Bennett, who has run legislation in the past seeking to reform the eviction process, said he requested an interim study on the issue after reading a recent Frontier investigation on one of the most prolific eviction filers in the state. Bennett said he was surprised to learn about the practice of serial evictions, and it spurred him to request the study.
“As the article sort of outlined — and so much other evidence — points to, the current situation does favor landlords,” Bennett said. “It doesn’t mean that every landlord takes full advantage, it’s not so much that it’s like a zero-sum game benefiting the landlord, it’s just that there are protections that we could put in place for tenants that just might make the situation more equitable.”
Bennett said he is not anti-landlord and hopes to bring them to the table as well to discuss needed changes to the law.
“I think we can reform the landlord tenant act in a way that’s beneficial to everybody,” Bennett said.
The Frontier has documented some of the issues facing renters in Oklahoma before and during the COVID-19 pandemic, such as so-called “serial evictions” by out-of-state landlords and the ability of landlords to continue with eviction filings despite a federal moratorium on evictions.

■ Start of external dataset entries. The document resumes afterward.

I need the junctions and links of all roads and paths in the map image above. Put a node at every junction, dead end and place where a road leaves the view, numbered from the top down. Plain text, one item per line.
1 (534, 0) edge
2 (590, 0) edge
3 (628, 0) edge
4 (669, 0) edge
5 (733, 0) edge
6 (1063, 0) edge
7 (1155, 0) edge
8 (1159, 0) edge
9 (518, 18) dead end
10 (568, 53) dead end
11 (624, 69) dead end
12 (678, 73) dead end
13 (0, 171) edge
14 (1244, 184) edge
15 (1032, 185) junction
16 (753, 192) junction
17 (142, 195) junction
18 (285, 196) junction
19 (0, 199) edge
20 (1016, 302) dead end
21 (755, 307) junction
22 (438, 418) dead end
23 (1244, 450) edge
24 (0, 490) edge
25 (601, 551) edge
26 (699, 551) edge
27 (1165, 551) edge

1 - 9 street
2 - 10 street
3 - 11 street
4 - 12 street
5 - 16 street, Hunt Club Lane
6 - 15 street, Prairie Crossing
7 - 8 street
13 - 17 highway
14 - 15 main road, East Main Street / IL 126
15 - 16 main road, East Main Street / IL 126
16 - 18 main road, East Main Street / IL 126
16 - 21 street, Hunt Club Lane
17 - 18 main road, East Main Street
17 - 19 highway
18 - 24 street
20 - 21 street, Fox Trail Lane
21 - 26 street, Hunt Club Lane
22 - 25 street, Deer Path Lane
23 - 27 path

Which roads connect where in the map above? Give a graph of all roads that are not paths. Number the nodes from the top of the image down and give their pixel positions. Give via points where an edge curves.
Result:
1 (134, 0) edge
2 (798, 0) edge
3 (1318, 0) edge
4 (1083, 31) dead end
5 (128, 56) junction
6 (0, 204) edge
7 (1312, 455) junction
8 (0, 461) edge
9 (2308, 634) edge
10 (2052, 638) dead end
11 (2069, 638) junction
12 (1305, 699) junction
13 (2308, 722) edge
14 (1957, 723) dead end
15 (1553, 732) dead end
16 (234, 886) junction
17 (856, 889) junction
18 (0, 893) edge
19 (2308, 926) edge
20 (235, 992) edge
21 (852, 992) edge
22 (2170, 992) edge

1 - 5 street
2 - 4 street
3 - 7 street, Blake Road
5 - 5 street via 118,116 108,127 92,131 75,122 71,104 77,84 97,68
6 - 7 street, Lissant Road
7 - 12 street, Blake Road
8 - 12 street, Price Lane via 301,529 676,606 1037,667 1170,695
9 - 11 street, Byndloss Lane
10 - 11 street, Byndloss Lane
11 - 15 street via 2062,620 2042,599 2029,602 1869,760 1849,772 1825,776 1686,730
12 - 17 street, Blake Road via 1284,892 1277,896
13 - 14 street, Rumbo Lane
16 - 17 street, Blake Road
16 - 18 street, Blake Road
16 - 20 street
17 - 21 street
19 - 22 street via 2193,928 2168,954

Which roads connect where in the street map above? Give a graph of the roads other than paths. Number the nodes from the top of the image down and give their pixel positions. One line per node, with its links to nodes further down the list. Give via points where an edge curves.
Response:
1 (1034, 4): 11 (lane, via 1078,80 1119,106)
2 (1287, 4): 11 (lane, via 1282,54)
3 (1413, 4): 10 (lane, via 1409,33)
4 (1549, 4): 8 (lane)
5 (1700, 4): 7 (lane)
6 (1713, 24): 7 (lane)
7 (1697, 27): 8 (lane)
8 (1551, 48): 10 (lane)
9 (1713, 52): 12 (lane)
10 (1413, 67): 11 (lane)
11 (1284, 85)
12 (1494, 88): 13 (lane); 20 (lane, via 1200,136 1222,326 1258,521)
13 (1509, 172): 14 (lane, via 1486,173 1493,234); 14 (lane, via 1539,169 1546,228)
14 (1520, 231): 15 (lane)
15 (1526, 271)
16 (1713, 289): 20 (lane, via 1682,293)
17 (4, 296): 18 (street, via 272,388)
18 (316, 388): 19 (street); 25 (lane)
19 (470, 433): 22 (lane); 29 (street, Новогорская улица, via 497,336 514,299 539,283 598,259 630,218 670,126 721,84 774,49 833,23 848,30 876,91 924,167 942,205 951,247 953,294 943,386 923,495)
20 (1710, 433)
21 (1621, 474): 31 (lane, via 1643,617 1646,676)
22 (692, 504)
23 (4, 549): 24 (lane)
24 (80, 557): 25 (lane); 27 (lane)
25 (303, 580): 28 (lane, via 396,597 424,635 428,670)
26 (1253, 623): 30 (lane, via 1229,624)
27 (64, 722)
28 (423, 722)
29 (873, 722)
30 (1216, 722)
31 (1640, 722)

House Speaker Charles McCall, R-Atoka, is responsible for green-lighting interim studies. The list of approved studies is anticipated to be finalized by the end of July.
Last year, the Legislature held an interim study on the Landlord Tenant Act, but little in the way of legislation was passed as a result.
The law has only had minor modifications to it since it was passed in 1978, and that it likely needs updating, both from a tenant’s perspective as well as a landlord’s, Bush said.
“Let’s look at what modifications need to be made to be fair to landlords so they can continue to make money, but also to protect tenants,” Bush said.
Bush saw first-hand some of the issues that tenants face in Oklahoma when she worked as executive director for Tulsa’s Crime Commission. Some apartment complexes had extensive maintenance issues including mold in the ceilings, broken windows and no air conditioning. Many landlords were out-of-state investors, she said.
“No matter if you’re in Section 8 or making $100,000 a year and live in an apartment, you shouldn’t live with mold or lack of proper heat and air. It’s about safety,” she said.
Bush said she understands landlords have to make money, and wants to find a balance and invite them to speak as well in order to find some balance. However, Bush said, there is probably no one fix that will improve everything at once. Rather, it’s likely that it will be a multi-year effort.